Work instruction: Copy out all lines of the material below in which "Regal" occurs.

Data excerpts:
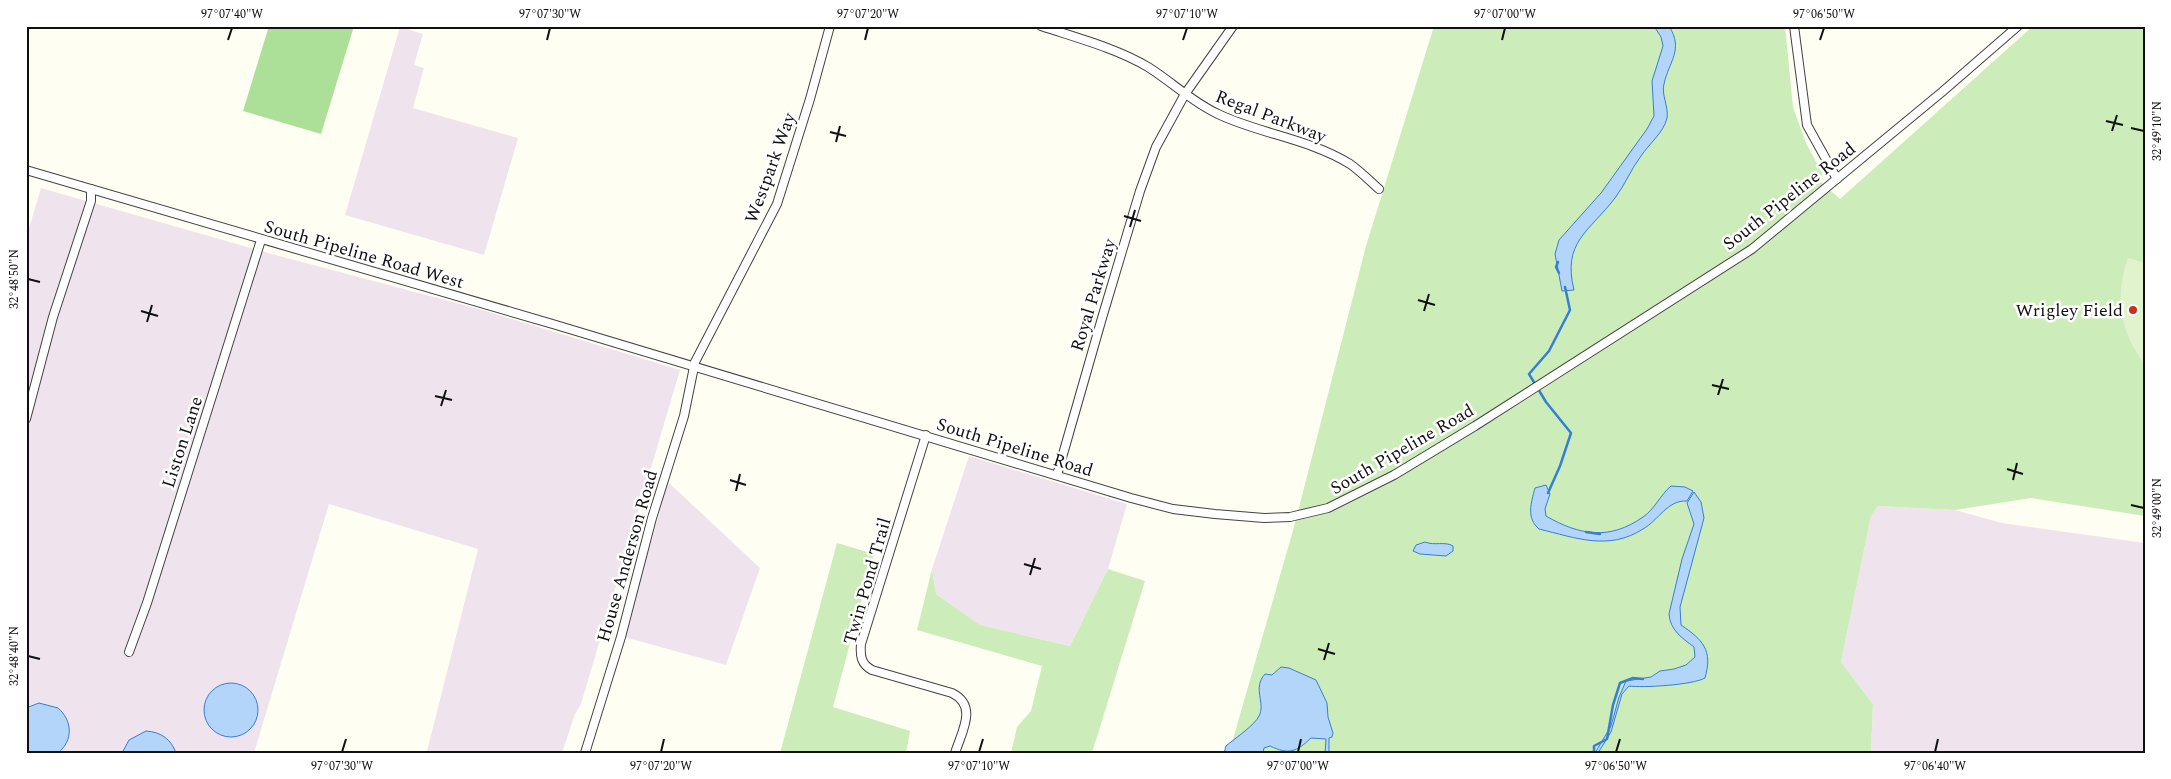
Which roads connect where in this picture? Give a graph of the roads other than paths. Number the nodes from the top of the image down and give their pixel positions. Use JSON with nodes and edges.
{"nodes":[{"id":1,"x":830,"y":26,"type":"edge"},
{"id":2,"x":1041,"y":26,"type":"edge"},
{"id":3,"x":1232,"y":26,"type":"edge"},
{"id":4,"x":1794,"y":26,"type":"edge"},
{"id":5,"x":2018,"y":26,"type":"edge"},
{"id":6,"x":1185,"y":94,"type":"junction"},
{"id":7,"x":26,"y":170,"type":"edge"},
{"id":8,"x":1837,"y":179,"type":"junction"},
{"id":9,"x":1379,"y":188,"type":"dead end"},
{"id":10,"x":90,"y":189,"type":"junction"},
{"id":11,"x":261,"y":240,"type":"junction"},
{"id":12,"x":694,"y":366,"type":"junction"},
{"id":13,"x":26,"y":419,"type":"edge"},
{"id":14,"x":926,"y":435,"type":"junction"},
{"id":15,"x":1057,"y":475,"type":"junction"},
{"id":16,"x":129,"y":652,"type":"dead end"},
{"id":17,"x":585,"y":753,"type":"edge"},
{"id":18,"x":955,"y":753,"type":"edge"}],
"edges":[{"from":1,"to":12,"type":"street","name":"Westpark Way"},
{"from":2,"to":6,"type":"street","name":"Regal Parkway"},
{"from":3,"to":6,"type":"street","name":"Royal Parkway"},
{"from":4,"to":8,"type":"street"},
{"from":5,"to":8,"type":"street","name":"South Pipeline Road"},
{"from":6,"to":9,"type":"street","name":"Regal Parkway"},
{"from":6,"to":15,"type":"street","name":"Royal Parkway"},
{"from":7,"to":10,"type":"street","name":"South Pipeline Road West"},
{"from":8,"to":15,"type":"street","name":"South Pipeline Road"},
{"from":10,"to":11,"type":"street","name":"South Pipeline Road West"},
{"from":10,"to":13,"type":"street"},
{"from":11,"to":12,"type":"street","name":"South Pipeline Road West"},
{"from":11,"to":16,"type":"street","name":"Liston Lane"},
{"from":12,"to":14,"type":"street","name":"South Pipeline Road"},
{"from":12,"to":17,"type":"street","name":"House Anderson Road"},
{"from":14,"to":15,"type":"street","name":"South Pipeline Road"},
{"from":14,"to":18,"type":"street","name":"Twin Pond Trail"}]}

Task output:
{"from":2,"to":6,"type":"street","name":"Regal Parkway"},
{"from":6,"to":9,"type":"street","name":"Regal Parkway"},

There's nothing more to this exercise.